Every entry should be repeated exactly. Omit the pictures.

(Dataset excerpts)
****
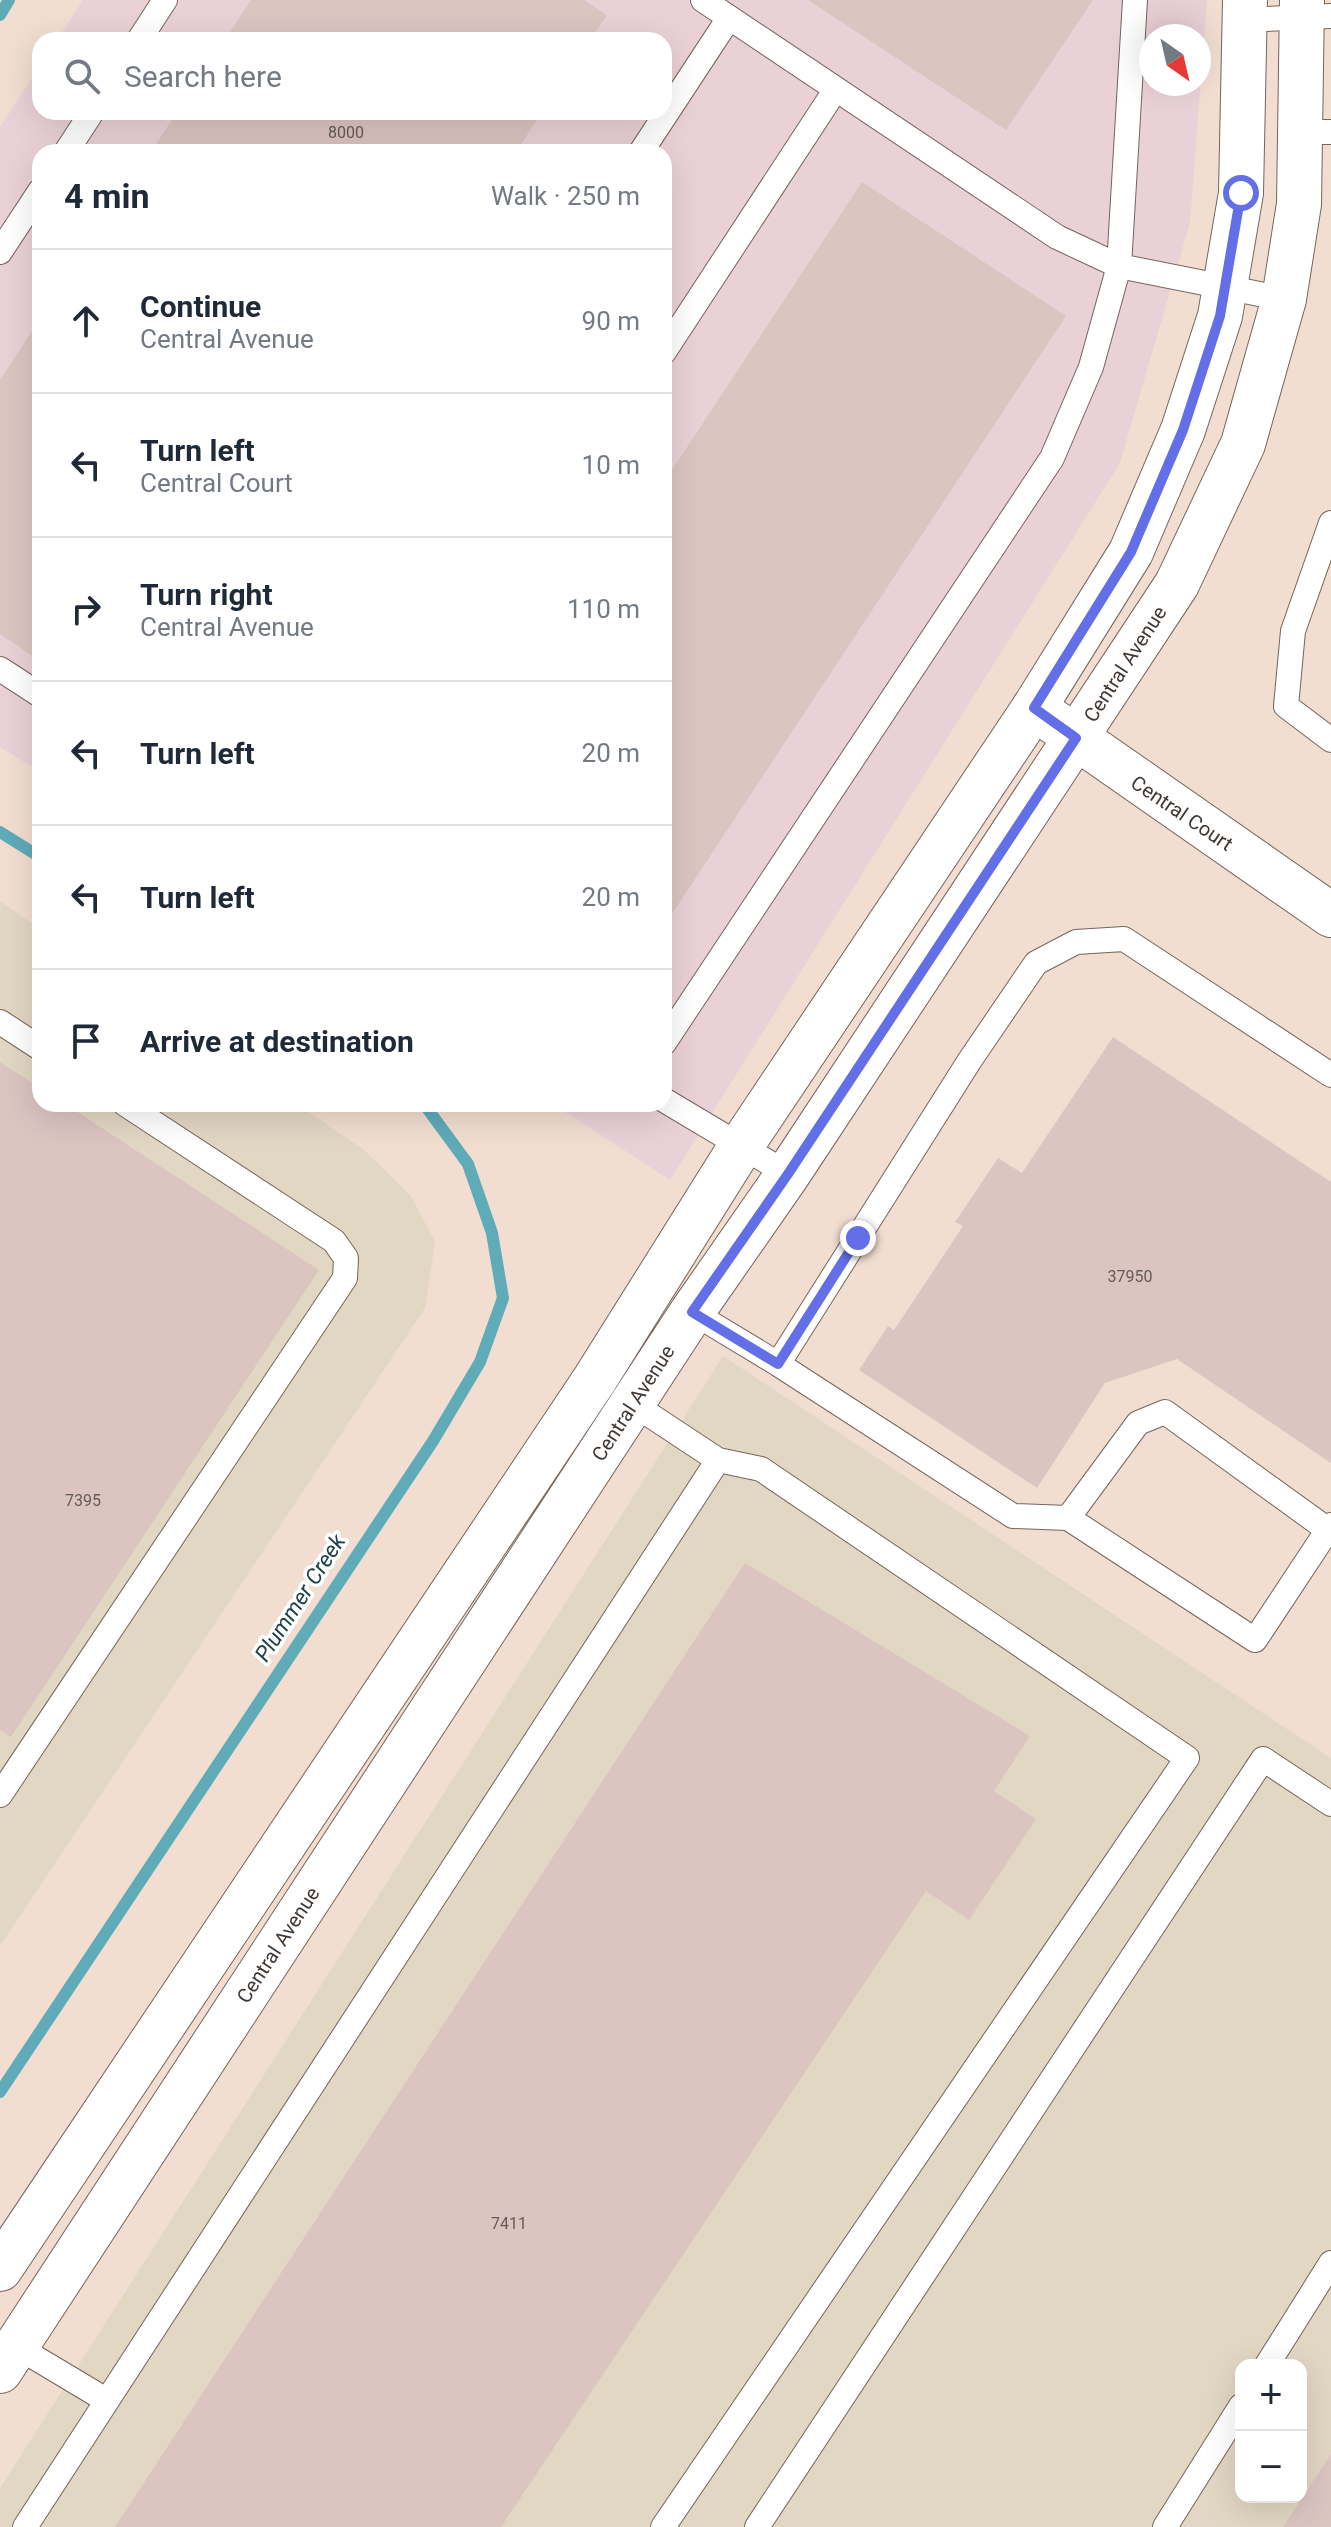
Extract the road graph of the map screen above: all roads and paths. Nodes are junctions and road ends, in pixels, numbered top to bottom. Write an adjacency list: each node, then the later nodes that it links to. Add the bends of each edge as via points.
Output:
1 (165, 0): 7 (lane)
2 (703, 0): 6 (lane)
3 (1135, 0): 17 (lane)
4 (1245, 10): 5 (lane); 18 (street, via 1241,193)
5 (1311, 11): 12 (street, Central Avenue)
6 (729, 18): 8 (lane); 9 (lane)
7 (144, 32)
8 (836, 89): 17 (lane, via 1057,237); 20 (lane)
9 (672, 105)
10 (87, 120): 13 (lane)
11 (662, 120): 14 (lane)
12 (1315, 132): 19 (street, Central Avenue)
13 (71, 144)
14 (646, 144)
15 (32, 203): 16 (lane)
16 (0, 252)
17 (1119, 266): 18 (lane); 29 (lane, via 1091,367 1052,458)
18 (1225, 287): 19 (lane); 24 (street, via 1183,430 1131,552)
19 (1284, 299): 25 (street, Central Avenue, via 1243,444 1177,584)
20 (672, 340)
21 (1331, 523): 26 (lane, via 1293,631 1286,706)
22 (0, 669): 23 (lane)
23 (32, 690)
24 (1034, 708): 25 (street, Central Court); 34 (street)
25 (1076, 738): 27 (street, Central Court); 35 (street, Central Avenue)
26 (1331, 740)
27 (1331, 915)
28 (0, 1022): 30 (lane)
29 (672, 1031)
30 (32, 1043)
31 (1331, 1075): 37 (lane, via 1124,939 1076,942 1062,949 1036,963)
32 (672, 1105): 34 (lane)
33 (137, 1112): 43 (lane, via 334,1241 346,1258 345,1278)
34 (741, 1146): 35 (lane); 38 (street)
35 (788, 1174): 36 (street, Central Avenue)
36 (692, 1312): 37 (lane); 39 (street, Central Avenue)
37 (778, 1364): 41 (lane, via 1013,1516)
38 (595, 1379): 39 (lane); 46 (street)
39 (633, 1404): 40 (lane); 47 (street, Central Avenue)
40 (718, 1460): 49 (lane); 52 (lane, via 761,1469 1187,1758)
41 (1068, 1518): 42 (lane, via 1138,1423 1165,1412); 42 (lane, via 1255,1640)
42 (1330, 1528)
43 (0, 1795)
44 (1331, 1804): 53 (lane, via 1263,1759)
45 (1331, 2263): 48 (lane)
46 (0, 2269)
47 (5, 2351): 49 (lane)
48 (1271, 2359)
49 (106, 2400): 51 (lane)
50 (1235, 2416): 54 (lane)
51 (25, 2527)
52 (663, 2527)
53 (757, 2527)
54 (1165, 2527)

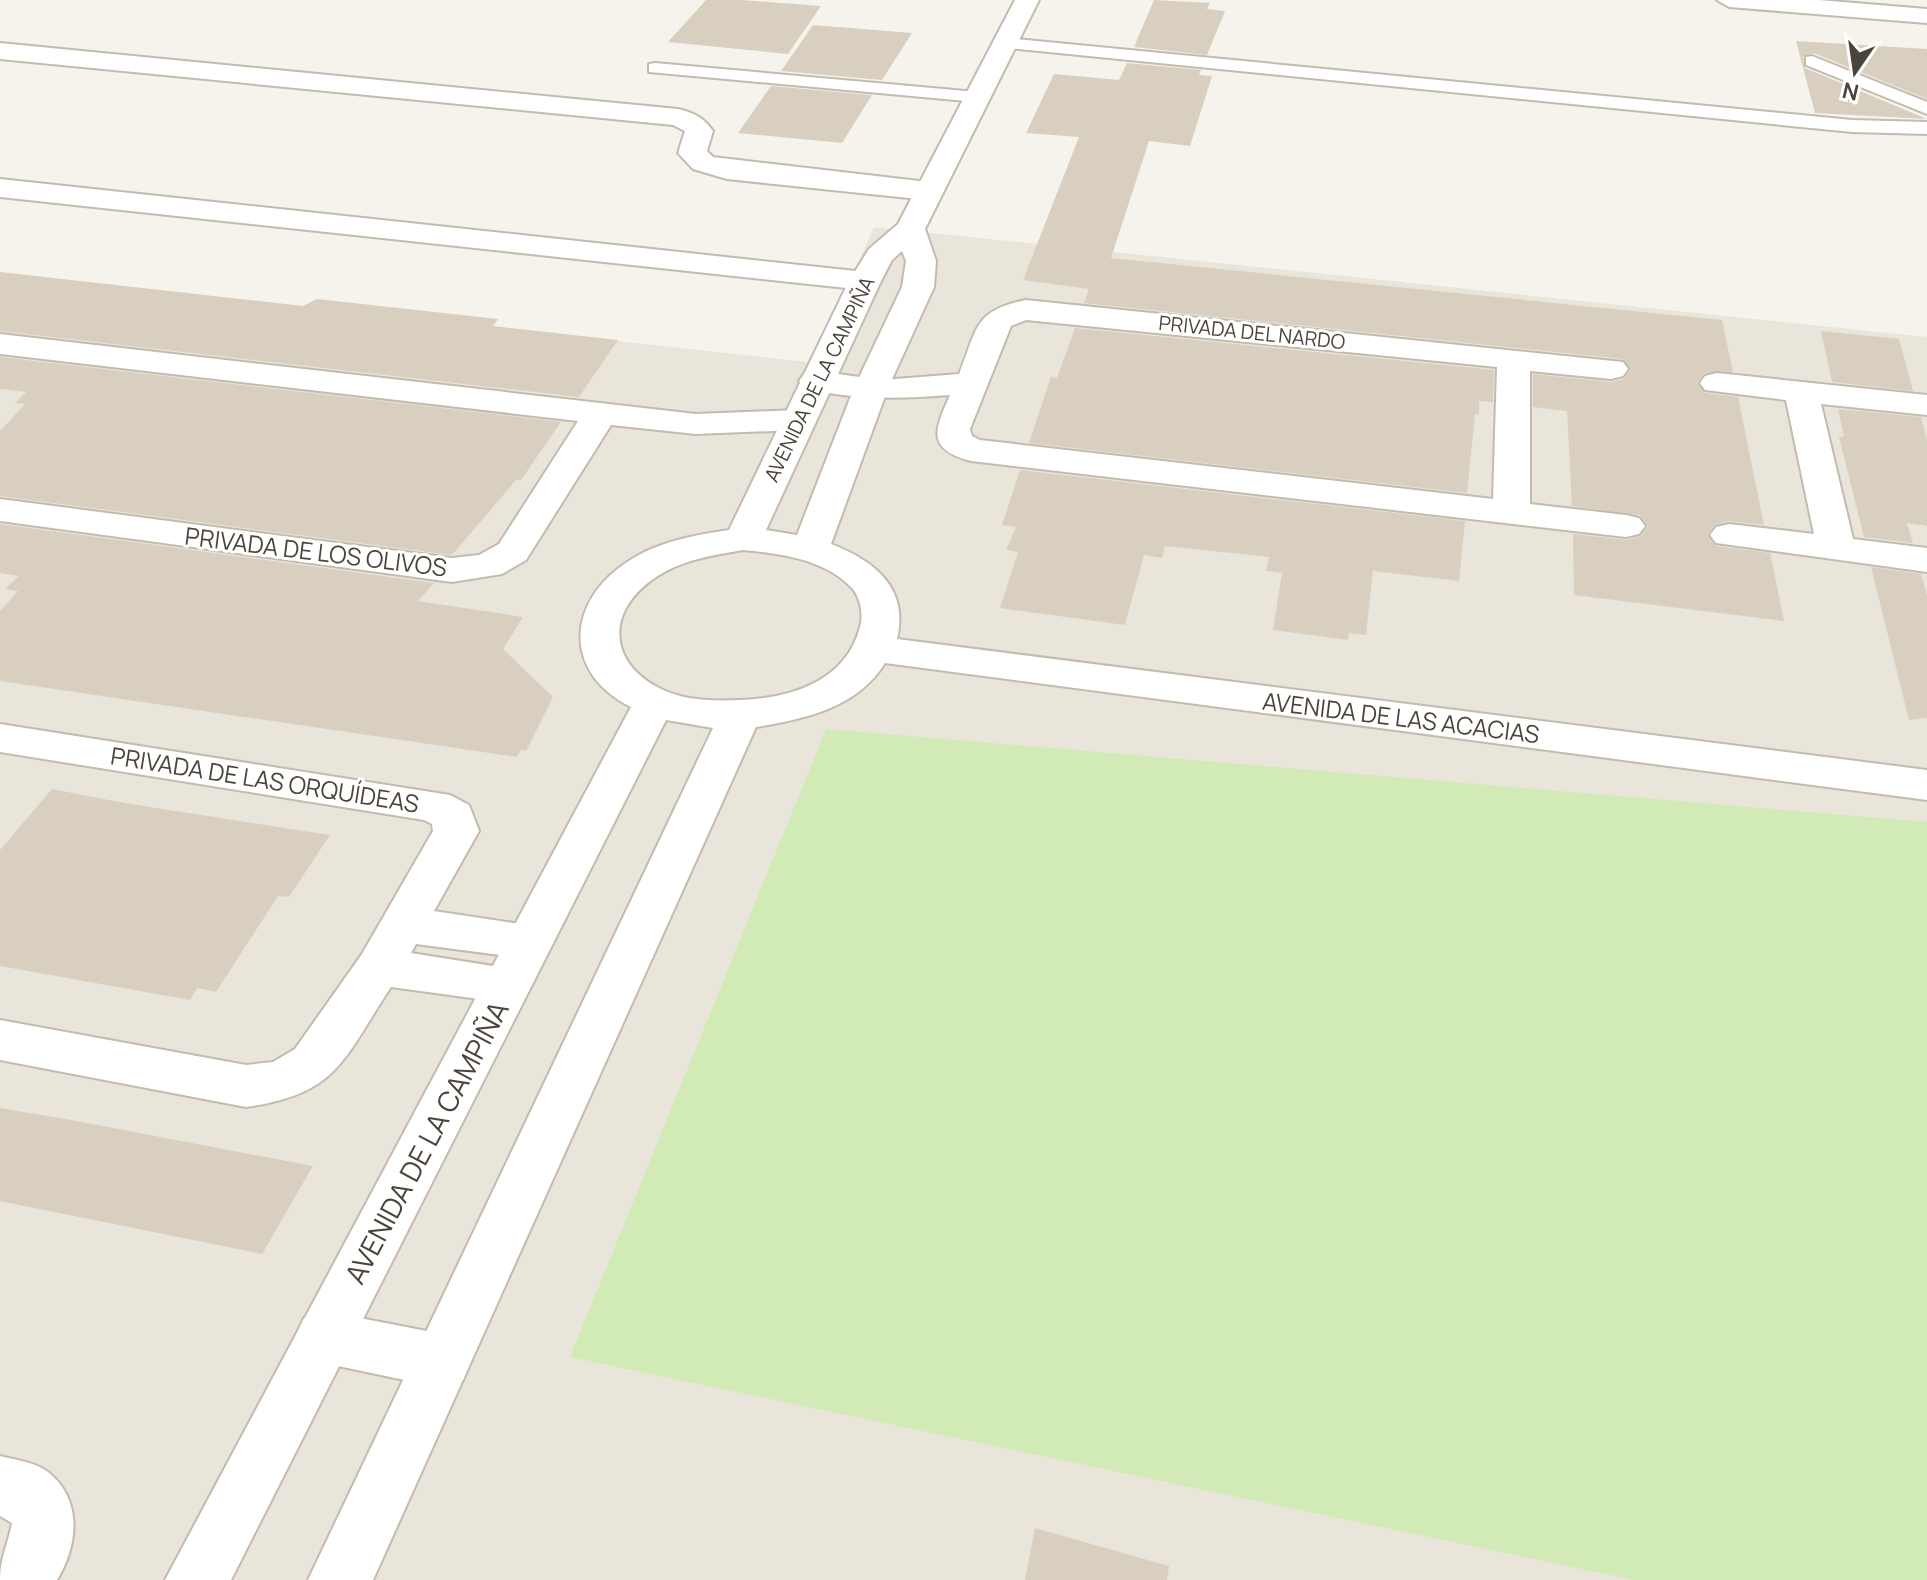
****
§ Answer box:
Extract the road graph of the map screen above: all roads and paths. Nodes are junctions and road ends, in pixels, numbered top to bottom. Write an adjacency list: each node, then the later nodes that it links to. Add the bends of each edge as via points.
Output:
1 (165, 0): 7 (lane)
2 (703, 0): 6 (lane)
3 (1135, 0): 17 (lane)
4 (1245, 10): 5 (lane); 18 (street, via 1241,193)
5 (1311, 11): 12 (street, Central Avenue)
6 (729, 18): 8 (lane); 9 (lane)
7 (144, 32)
8 (836, 89): 17 (lane, via 1057,237); 20 (lane)
9 (672, 105)
10 (87, 120): 13 (lane)
11 (662, 120): 14 (lane)
12 (1315, 132): 19 (street, Central Avenue)
13 (71, 144)
14 (646, 144)
15 (32, 203): 16 (lane)
16 (0, 252)
17 (1119, 266): 18 (lane); 29 (lane, via 1091,367 1052,458)
18 (1225, 287): 19 (lane); 24 (street, via 1183,430 1131,552)
19 (1284, 299): 25 (street, Central Avenue, via 1243,444 1177,584)
20 (672, 340)
21 (1331, 523): 26 (lane, via 1293,631 1286,706)
22 (0, 669): 23 (lane)
23 (32, 690)
24 (1034, 708): 25 (street, Central Court); 34 (street)
25 (1076, 738): 27 (street, Central Court); 35 (street, Central Avenue)
26 (1331, 740)
27 (1331, 915)
28 (0, 1022): 30 (lane)
29 (672, 1031)
30 (32, 1043)
31 (1331, 1075): 37 (lane, via 1124,939 1076,942 1062,949 1036,963)
32 (672, 1105): 34 (lane)
33 (137, 1112): 43 (lane, via 334,1241 346,1258 345,1278)
34 (741, 1146): 35 (lane); 38 (street)
35 (788, 1174): 36 (street, Central Avenue)
36 (692, 1312): 37 (lane); 39 (street, Central Avenue)
37 (778, 1364): 41 (lane, via 1013,1516)
38 (595, 1379): 39 (lane); 46 (street)
39 (633, 1404): 40 (lane); 47 (street, Central Avenue)
40 (718, 1460): 49 (lane); 52 (lane, via 761,1469 1187,1758)
41 (1068, 1518): 42 (lane, via 1138,1423 1165,1412); 42 (lane, via 1255,1640)
42 (1330, 1528)
43 (0, 1795)
44 (1331, 1804): 53 (lane, via 1263,1759)
45 (1331, 2263): 48 (lane)
46 (0, 2269)
47 (5, 2351): 49 (lane)
48 (1271, 2359)
49 (106, 2400): 51 (lane)
50 (1235, 2416): 54 (lane)
51 (25, 2527)
52 (663, 2527)
53 (757, 2527)
54 (1165, 2527)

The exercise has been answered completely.